La presenza di Shablo a Sanremo, insieme ad altri compari del rap, di più generazioni, sembra la perfetta riproposizione della serata delle cover vinta lo scorso anno da Geolier. Allora, con quest’ultimo, c’era sempre Guè e c’erano Luchè e Gigi D’Alessio, a riproporre alcuni dei successi del rap tricolore (con una particolare attenzione a Napoli).

Quest’anno Shablo fa un’operazione per certi versi simile, seppur con delle differenze. Il suo gruppo di artisti è in gara a tutti gli effetti e propone infatti un inedito; ma è possibile che possa avere lo stesso effetto sul televoto?
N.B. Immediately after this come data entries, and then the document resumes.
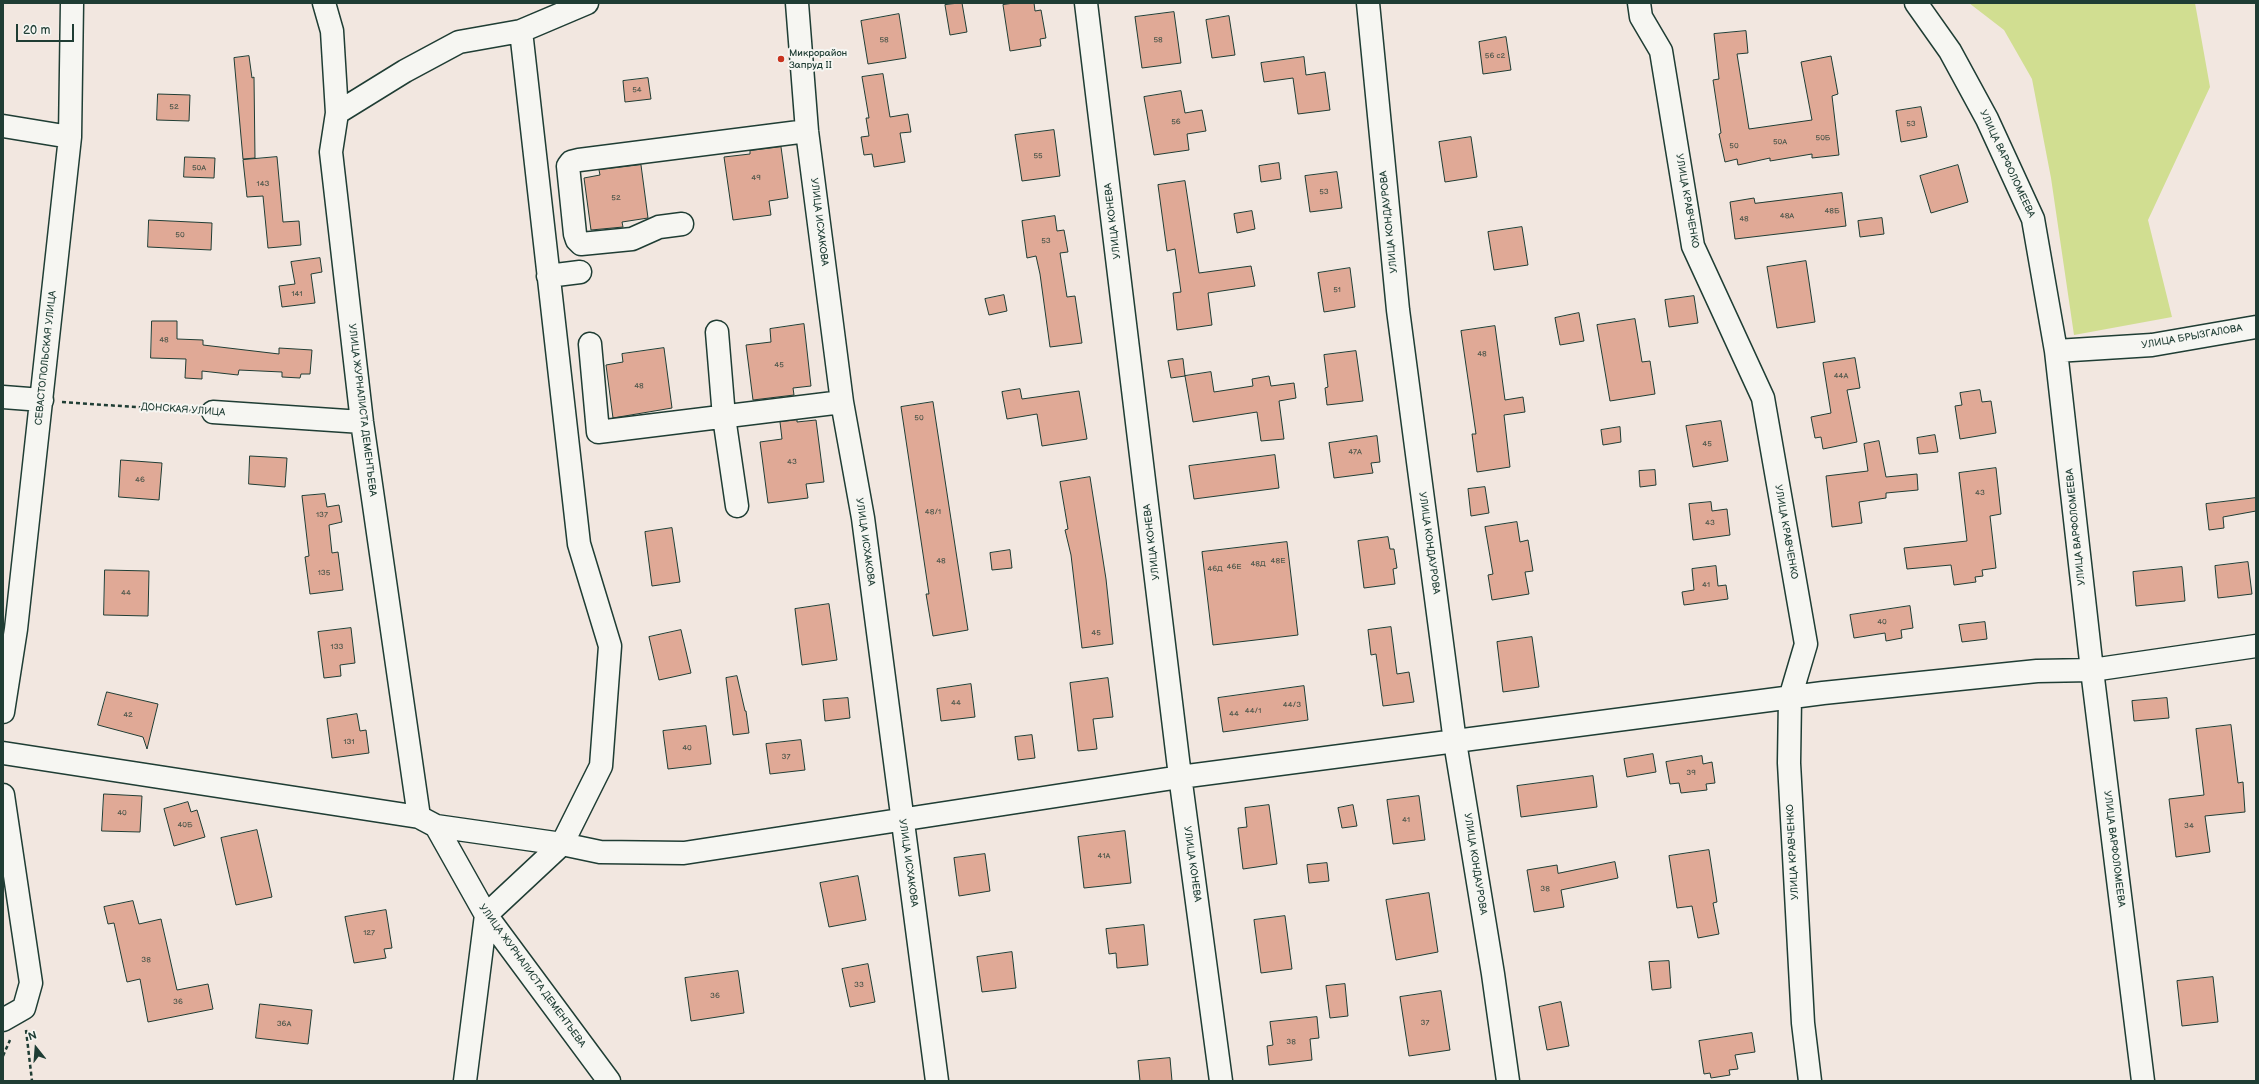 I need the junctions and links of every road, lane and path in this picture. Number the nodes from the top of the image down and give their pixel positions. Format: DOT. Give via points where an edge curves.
graph roads {
  1 [pos="72,3"];
  2 [pos="324,3"];
  3 [pos="587,3"];
  4 [pos="797,3"];
  5 [pos="1086,3"];
  6 [pos="1368,3"];
  7 [pos="1639,3"];
  8 [pos="1916,3"];
  9 [pos="521,31"];
  10 [pos="337,113"];
  11 [pos="3,126"];
  12 [pos="808,131"];
  13 [pos="70,137"];
  14 [pos="682,224"];
  15 [pos="580,272"];
  16 [pos="548,276"];
  17 [pos="2256,327"];
  18 [pos="717,332"];
  19 [pos="590,344"];
  20 [pos="2056,351"];
  21 [pos="3,397"];
  22 [pos="42,400"];
  23 [pos="842,402"];
  24 [pos="213,412"];
  25 [pos="724,417"];
  26 [pos="362,422"];
  27 [pos="737,506"];
  28 [pos="2256,646"];
  29 [pos="2092,670"];
  30 [pos="1790,698"];
  31 [pos="3,712"];
  32 [pos="1455,742"];
  33 [pos="3,753"];
  34 [pos="1180,777"];
  35 [pos="3,795"];
  36 [pos="902,818"];
  37 [pos="428,821"];
  38 [pos="562,844"];
  39 [pos="486,915"];
  40 [pos="24,1008"];
  41 [pos="3,1020"];
  42 [pos="32,1081"];
  43 [pos="465,1081"];
  44 [pos="609,1081"];
  45 [pos="937,1081"];
  46 [pos="1221,1081"];
  47 [pos="1508,1081"];
  48 [pos="1810,1081"];
  49 [pos="2143,1081"];
  1 -- 13 [label="street, СЕВАСТОПОЛЬСКАЯ УЛИЦА"];
  2 -- 10 [label="street, УЛИЦА ЖУРНАЛИСТА ДЕМЕНТЬЕВА" via="332,31"];
  3 -- 9 [label="street"];
  4 -- 12 [label="street, УЛИЦА ИСХАКОВА"];
  5 -- 34 [label="street, УЛИЦА КОНЕВА"];
  6 -- 32 [label="street, УЛИЦА КОНДАУРОВА" via="1398,310"];
  7 -- 30 [label="street, УЛИЦА КРАВЧЕНКО" via="1641,17 1661,51 1693,246 1763,398 1806,644"];
  8 -- 20 [label="street, УЛИЦА ВАРФОЛОМЕЕВА" via="1950,51 1983,112 2033,219"];
  9 -- 10 [label="street" via="459,42 405,70"];
  9 -- 16 [label="street"];
  10 -- 26 [label="street, УЛИЦА ЖУРНАЛИСТА ДЕМЕНТЬЕВА" via="331,152"];
  11 -- 13 [label="street"];
  12 -- 14 [label="street" via="579,160 571,162 568,166 575,234 581,244 632,239 659,227"];
  12 -- 23 [label="street, УЛИЦА ИСХАКОВА"];
  13 -- 22 [label="street, СЕВАСТОПОЛЬСКАЯ УЛИЦА"];
  15 -- 16 [label="street"];
  16 -- 38 [label="street" via="579,544 610,646 601,766"];
  17 -- 20 [label="street, УЛИЦА БРЫЗГАЛОВА" via="2152,345"];
  18 -- 25 [label="street"];
  19 -- 25 [label="street" via="598,432"];
  20 -- 29 [label="street, УЛИЦА ВАРФОЛОМЕЕВА"];
  21 -- 22 [label="street"];
  22 -- 24 [label="path, ДОНСКАЯ УЛИЦА"];
  22 -- 31 [label="street, СЕВАСТОПОЛЬСКАЯ УЛИЦА" via="16,629"];
  23 -- 25 [label="street"];
  23 -- 36 [label="street, УЛИЦА ИСХАКОВА" via="862,518"];
  24 -- 26 [label="street, ДОНСКАЯ УЛИЦА"];
  25 -- 27 [label="street"];
  26 -- 37 [label="street, УЛИЦА ЖУРНАЛИСТА ДЕМЕНТЬЕВА"];
  28 -- 29 [label="street"];
  29 -- 30 [label="street" via="2037,671"];
  29 -- 49 [label="street, УЛИЦА ВАРФОЛОМЕЕВА"];
  30 -- 32 [label="street"];
  30 -- 48 [label="street, УЛИЦА КРАВЧЕНКО" via="1789,771 1803,1023"];
  32 -- 34 [label="street"];
  32 -- 47 [label="street, УЛИЦА КОНДАУРОВА"];
  33 -- 37 [label="street"];
  34 -- 36 [label="street"];
  34 -- 46 [label="street, УЛИЦА КОНЕВА"];
  35 -- 40 [label="street" via="32,983"];
  36 -- 38 [label="street" via="684,854 600,852"];
  36 -- 45 [label="street, УЛИЦА ИСХАКОВА"];
  37 -- 38 [label="street"];
  37 -- 39 [label="street, УЛИЦА ЖУРНАЛИСТА ДЕМЕНТЬЕВА"];
  38 -- 39 [label="street"];
  39 -- 43 [label="street"];
  39 -- 44 [label="street, УЛИЦА ЖУРНАЛИСТА ДЕМЕНТЬЕВА"];
  40 -- 41 [label="street"];
  40 -- 42 [label="path"];
}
È possibile, perché il rap ha un seguito straordinario, capace di movimentare le folle da Buenos Aires (dove Shablo è nato) ad Amsterdam (dove ha vissuto a lungo), fino ad arrivare alle nostre latitudini. E allora questo gruppo – che unisce anche Guè, Joshua e Tormento – non sarebbe poi perfetto anche per l’Eurovision?

Rap sdoganato

Di sicuro all’Ariston non c’è più il divieto d’entrata per i rapper, come sembrava ci fosse fino a poco tempo fa. È successo che Sanremo abbia iniziato a cercare di rispecchiare sempre di più il gusto del pubblico. È un’operazione che è iniziata da tempo, ma che sotto Amadeus, negli ultimi anni, ha indubbiamente avuto un’accelerata. Carlo Conti si è trovato la strada spianata.

Non è però ancora successo che una canzone rap vincesse il festival, anche se proprio con Geolier (e forse prima ancora con Lazza) ci si è andati molto vicini. Forse il caso più vicino è stato quello di Mahmood, nel 2019 con Soldi: ma non è un pezzo rap puro.

Più generazioni

Per questo Shablo non è fra i favoriti né per i bookmaker né per i giornalisti, lo si immagina più a metà classifica. Ma non sempre le previsioni della vigilia ci hanno azzeccato. E poi comunque c’è la classica degli streaming, che è quella che conta davvero. In questo caso è probabile immaginare che le cose possano andare molto bene.

Shablo in realtà preferisce definirsi un “produttore” più che un rapper, ed è forse uno degli aspetti più curiosi di questo progetto. Nato per unire generazioni diverse con la stessa passione per la musica. Guè è del 1980 ed è il più famoso, un maestro del genere, prima con i Club Dogo e poi da solista. Tormento (1975) è altrettanto un veterano ed è già stato a Sanremo con i Sottotono nel 2001 (le cose non andarono molto bene, Striscia la notizia li accuso di plagio e ci fu uno scontro con Valerio Staffelli). Joshua (Bale) è il più giovane, nato a Rimini nel 1995.

In chiesa

“La mia parola”, con cui Shablo arriva a Sanremo, promette di non essere soltanto un brano rap, ma di avere al suo interno anche altre influenze: «gospel, jazz e musica black», dice Shablo, forse un po’ esagerando. Ma dice anche che il posto migliore dove ascoltare il pezzo è la chiesa e capiremo poi perché.

Farebbe strano sentire, fra le navate, sentire declamare questo testo: «Siamo in sbatti sbatti per arrivare al top / Tu fai chatty chatty io faccio parlare il mio flow / Non ti danno abbracci qua sei da solo nel block / Io le mando baci lei che per me è la più hot / Mi dicevi taci, ora però sono il goat / Quaggiù odi e ami a giudicarmi è Dio / Amo la mia mami, amo sti money e l’hip hop».